*** Data extract Section Begins ***

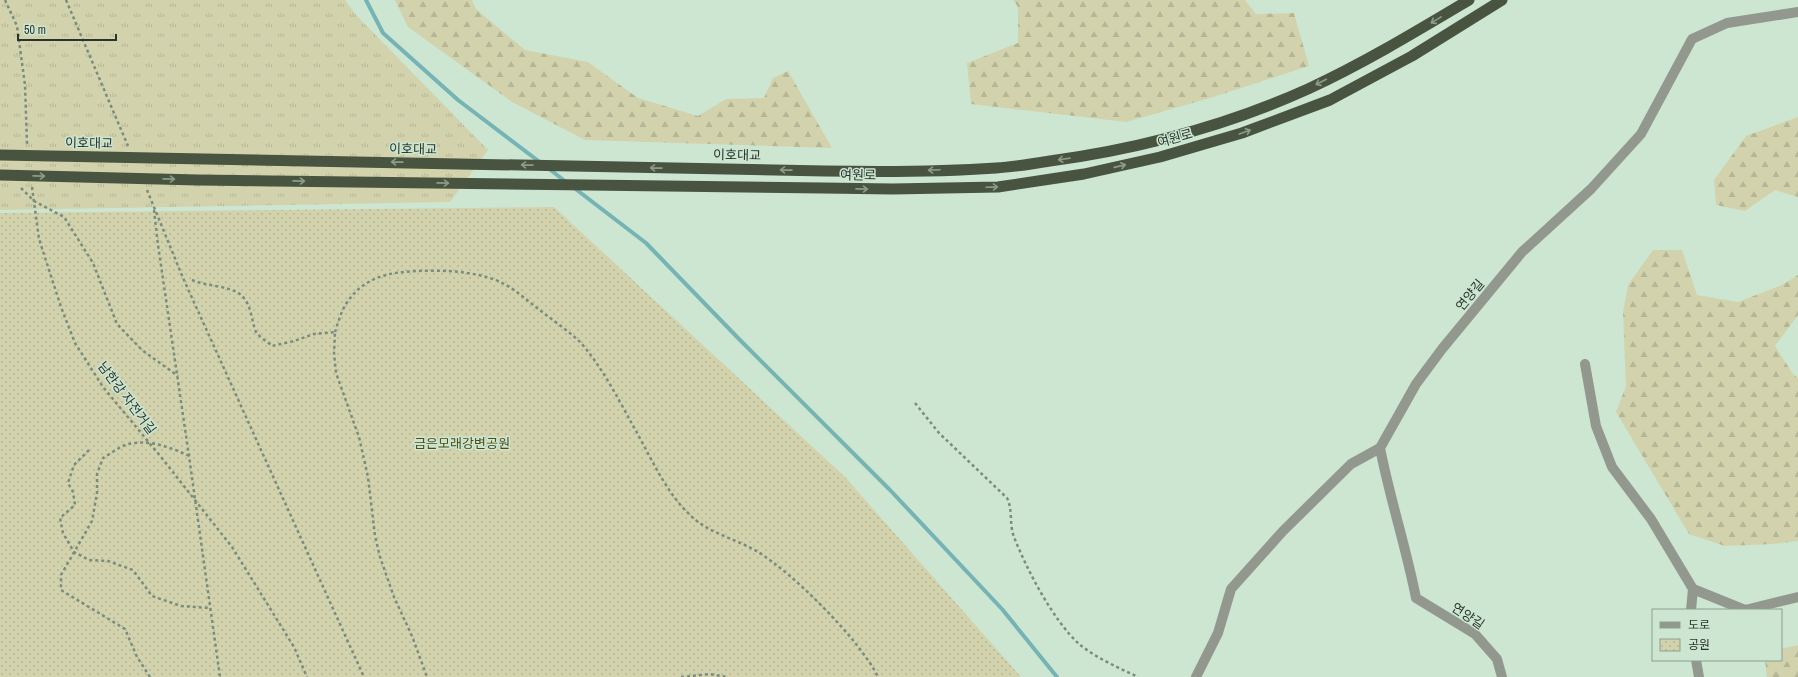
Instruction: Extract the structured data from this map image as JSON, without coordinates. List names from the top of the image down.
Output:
{
  "streets": {
    "highway": ["여원로", "이호대교"],
    "street": ["연양길"],
    "path": ["남한강 자전거길"]
  },
  "crossings": [
    ["여원로", "이호대교"]
  ],
  "one_way": ["이호대교"],
  "parks": ["금은모래강변공원"],
  "legend": ["도로", "공원"],
  "scale_bar": "50 m"
}
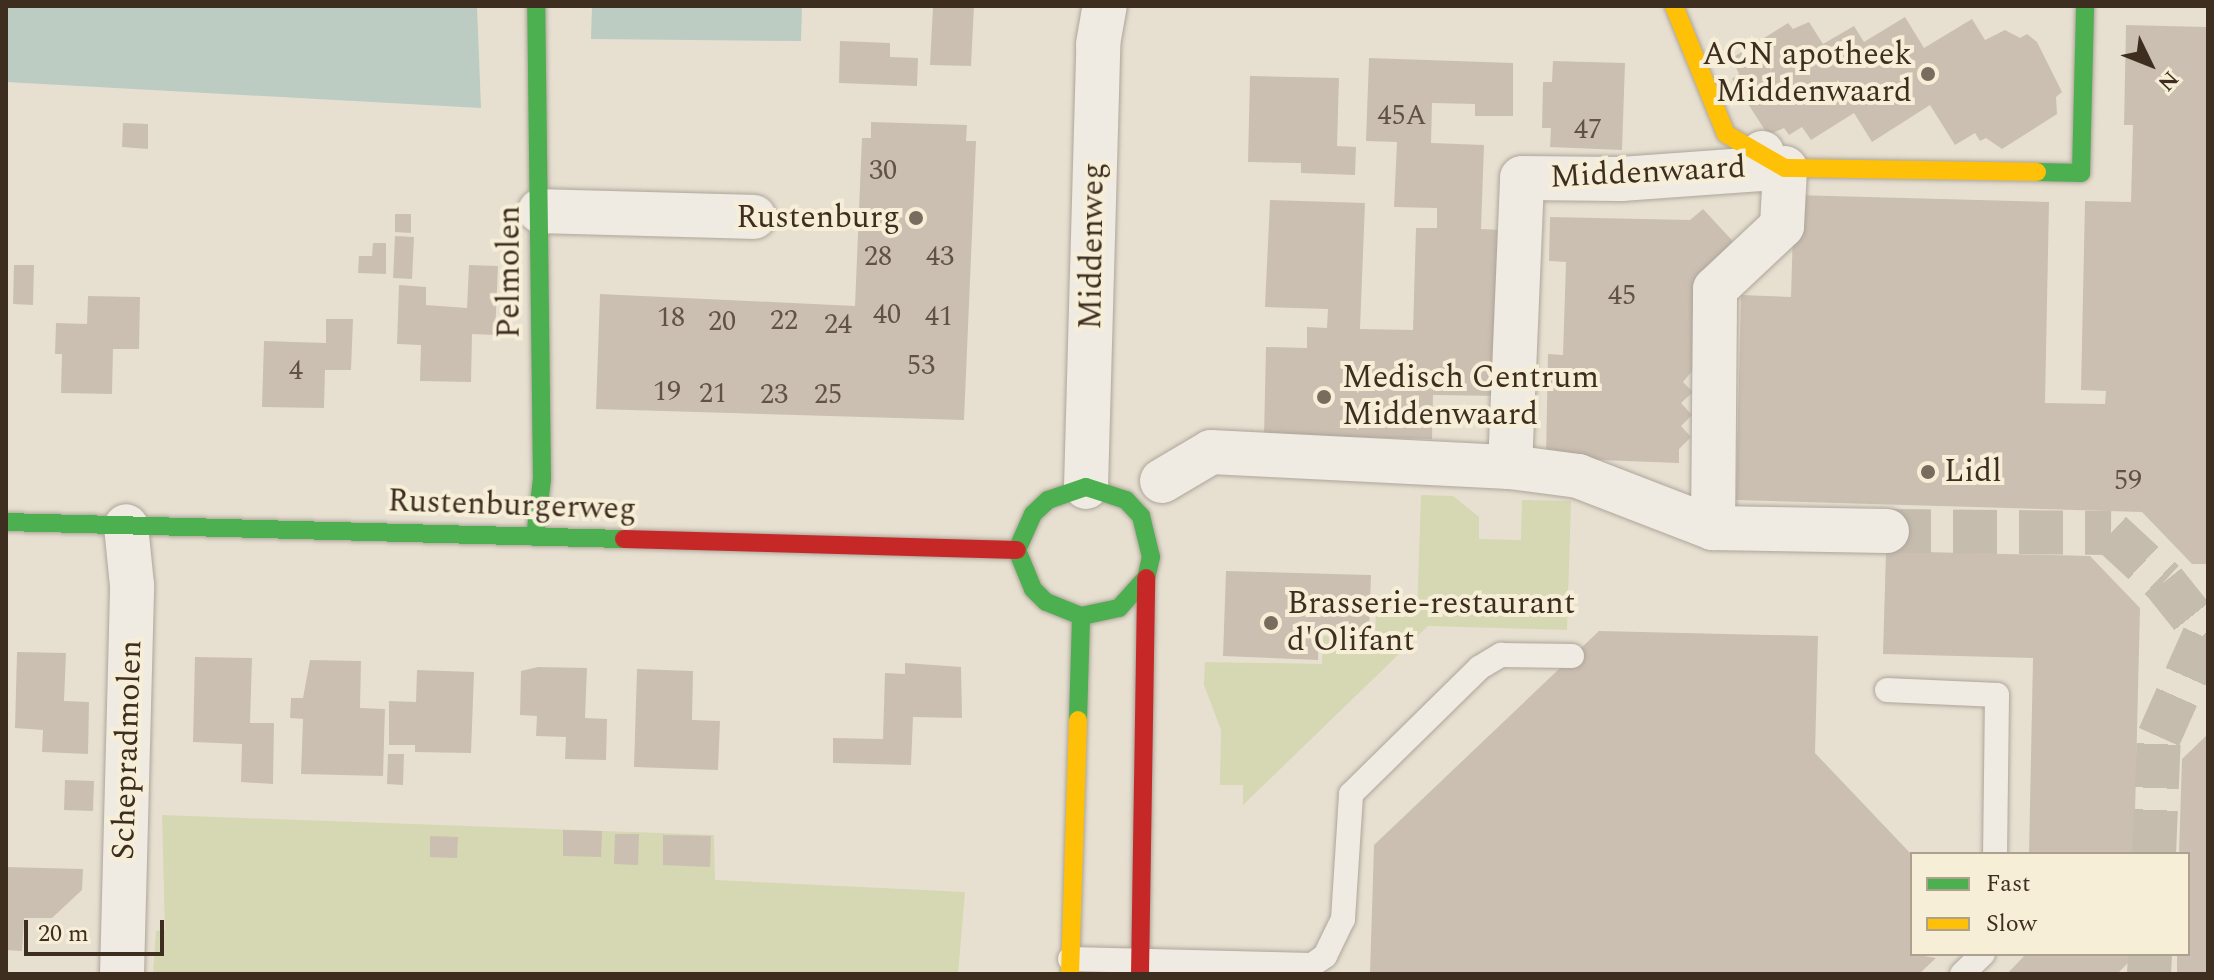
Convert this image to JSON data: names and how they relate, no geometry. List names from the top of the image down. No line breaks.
{"streets":{"street":["Middenwaard","Middenweg","Pelmolen","Rustenburgerweg","Schepradmolen"]},"crossings":[["Middenweg","Rustenburgerweg"],["Pelmolen","Rustenburgerweg"],["Rustenburgerweg","Schepradmolen"]],"places":["ACN apotheek Middenwaard","Rustenburg","Medisch Centrum Middenwaard","Lidl","Brasserie-restaurant d'Olifant"],"house_numbers":["45A","47","30","28","43","45","40","41","18","22","20","24","53","4","19","21","23","25","59"],"legend":["Fast","Slow"],"scale_bar":"20 m","north":"bottom right"}
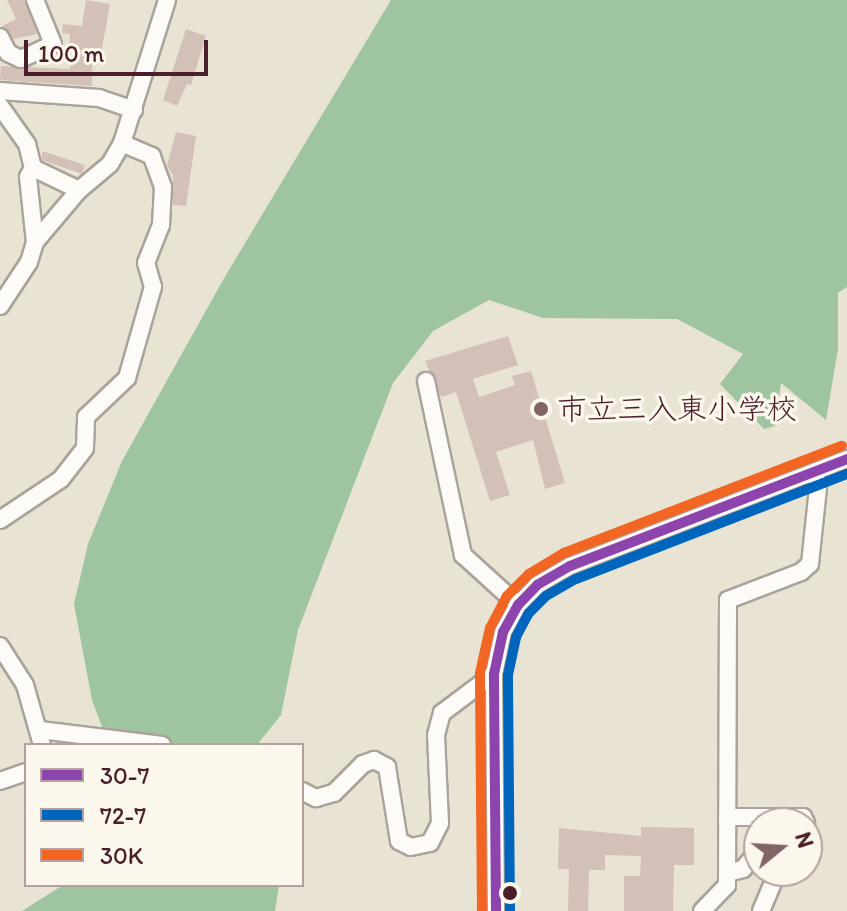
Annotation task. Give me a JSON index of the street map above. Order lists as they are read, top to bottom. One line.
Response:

*** Data extract Section Ends ***

_Task instructions_
If the data includes images, skip them and copy every line exactly.

_Expected answer_
Instruction: Extract the structured data from this map image as JSON, without coordinates. List names from the top of the image down.
Output:
{
  "streets": {
    "highway": ["여원로", "이호대교"],
    "street": ["연양길"],
    "path": ["남한강 자전거길"]
  },
  "crossings": [
    ["여원로", "이호대교"]
  ],
  "one_way": ["이호대교"],
  "parks": ["금은모래강변공원"],
  "legend": ["도로", "공원"],
  "scale_bar": "50 m"
}
Convert this image to JSON data: names and how they relate, no geometry. List names from the top of the image down. No line breaks.
{"streets":{"street":["Middenwaard","Middenweg","Pelmolen","Rustenburgerweg","Schepradmolen"]},"crossings":[["Middenweg","Rustenburgerweg"],["Pelmolen","Rustenburgerweg"],["Rustenburgerweg","Schepradmolen"]],"places":["ACN apotheek Middenwaard","Rustenburg","Medisch Centrum Middenwaard","Lidl","Brasserie-restaurant d'Olifant"],"house_numbers":["45A","47","30","28","43","45","40","41","18","22","20","24","53","4","19","21","23","25","59"],"legend":["Fast","Slow"],"scale_bar":"20 m","north":"bottom right"}
Annotation task. Give me a JSON index of the street map above. Order lists as they are read, top to bottom. One line.
Response:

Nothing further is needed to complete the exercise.